FOMCと日銀会合が示唆するもの
市川レポート(No.242)FOMCと日銀会合が示唆するもの
- FOMC声明は総じてバランスのとれたものとなり、次回6月会合での利上げの可能性を残した。
- 日銀は金融政策決定会合で基本現状維持を決定、追加緩和期待の市場に失望感が広がる。
- FOMCと日銀会合を経て、円の上昇や日本株の下落が一気に加速していく可能性は低いとみる。
FOMC声明は総じてバランスのとれたものとなり、次回6月会合での利上げの可能性を残した
米連邦準備制度理事会(FRB)は4月26日、27日に開催した米連邦公開市場委員会(FOMC)で、大方の予想通り政策金利の据え置きを決定しました。FOMC声明では、経済活動の現状判断が下方修正され、個別の項目では家計支出が下方修正されました。また前回「引き続きリスクをもたらしている」とされた「世界経済と金融情勢」は、物価動向とともに「注視する」という表現に置き換えられました(図表1)。
今回の声明は総じてバランスのとれたものとなり、次回6月14日、15日のFOMCにおける利上げの可能性は残っていると考えます。なおFOMC後のニューヨーク市場では、ダウ工業株30種平均が上昇、米10年国債利回りは低下、WTI原油先物価格は上昇、ドル円は1ドル=111円台で底堅く推移しました。金融市場に動揺を与えなかったという点でも今回のFOMCは評価できると思います。
日銀は金融政策決定会合で基本現状維持を決定、追加緩和期待の市場に失望感が広がる
日銀は4月27日、28日に開催した金融政策決定会合で基本現状維持を決定しました。また同時に公表された「経済・物価情勢の展望」(展望レポート)では、物価目標の達成時期が「2017年度前半頃」から「2017年度中」へ先送りされました。また実質GDPおよび消費者物価指数(除く生鮮食品)の対前年度比伸び率について、2015年度から2017年度の見通しが全て下方修正されました(図表2)。

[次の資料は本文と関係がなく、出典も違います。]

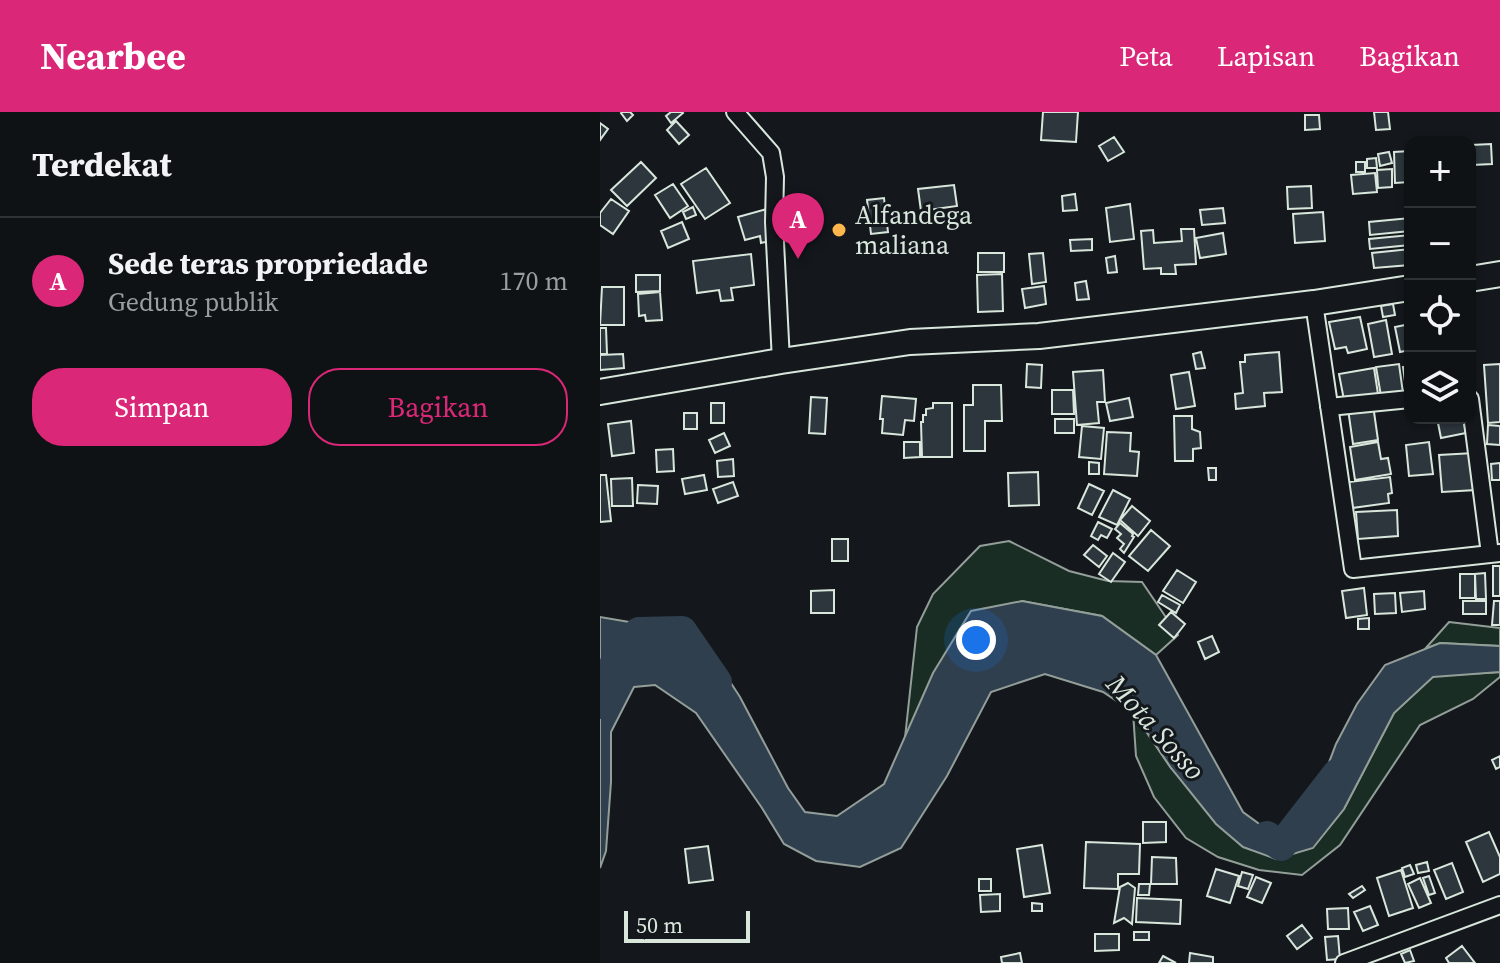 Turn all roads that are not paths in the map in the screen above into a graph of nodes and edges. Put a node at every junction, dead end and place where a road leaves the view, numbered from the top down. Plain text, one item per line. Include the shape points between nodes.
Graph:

今回は市場で追加緩和期待が高まっていただけに発表直後に失望感が広がりました。前場は比較的堅調に推移していた日経平均株価は後場に急落し、前日比624円44銭安の16,666円05銭で取引を終えました。ドル円は1ドル=111円台から一気にドル安・円高が進行し、日本国債は失望感と緩和継続期待が交錯し、不安定な値動きとなりました。日本時間午後3時の時点で、ドル円は1ドル=108円76銭付近、日本10年国債利回りは-0.085%付近で推移しています。
FOMCと日銀会合を経て、円の上昇や日本株の下落が一気に加速していく可能性は低いとみる
FRBは政策判断にあたり、「物価」および「世界経済と金融情勢」を注視していますので、前者の上昇基調と後者の安定度合いが強まれば、次回6月利上げの公算は大きくなります。その時の市場環境はリスクオフが一段と進み、ドル全面安から円全面安への移行、株式をはじめとするリスク資産の上昇などが顕著になっていると想定されます。そのためFRBが利上げに踏み切ったとしても、市場への悪影響は限定されると考えます。
なお今回の日銀の政策決定を受け、市場の追加緩和期待は剥落した格好になっていますので、ゴールデンウィーク中は特に円相場の動向に注意が必要です。円が年初来高値を更新する展開となれば、日本株は連休明け後もしばらく低調な動きが続くと予想されます。ただ足元では、緩やかな米利上げペースが市場に浸透し、リスク資産全般に持ち直し傾向がみられることや、日銀の追加緩和観測自体は継続すると思われることから、相場の地合いが悪化し、円の上昇や日本株の下落が一気に加速していく可能性は低いと思われます。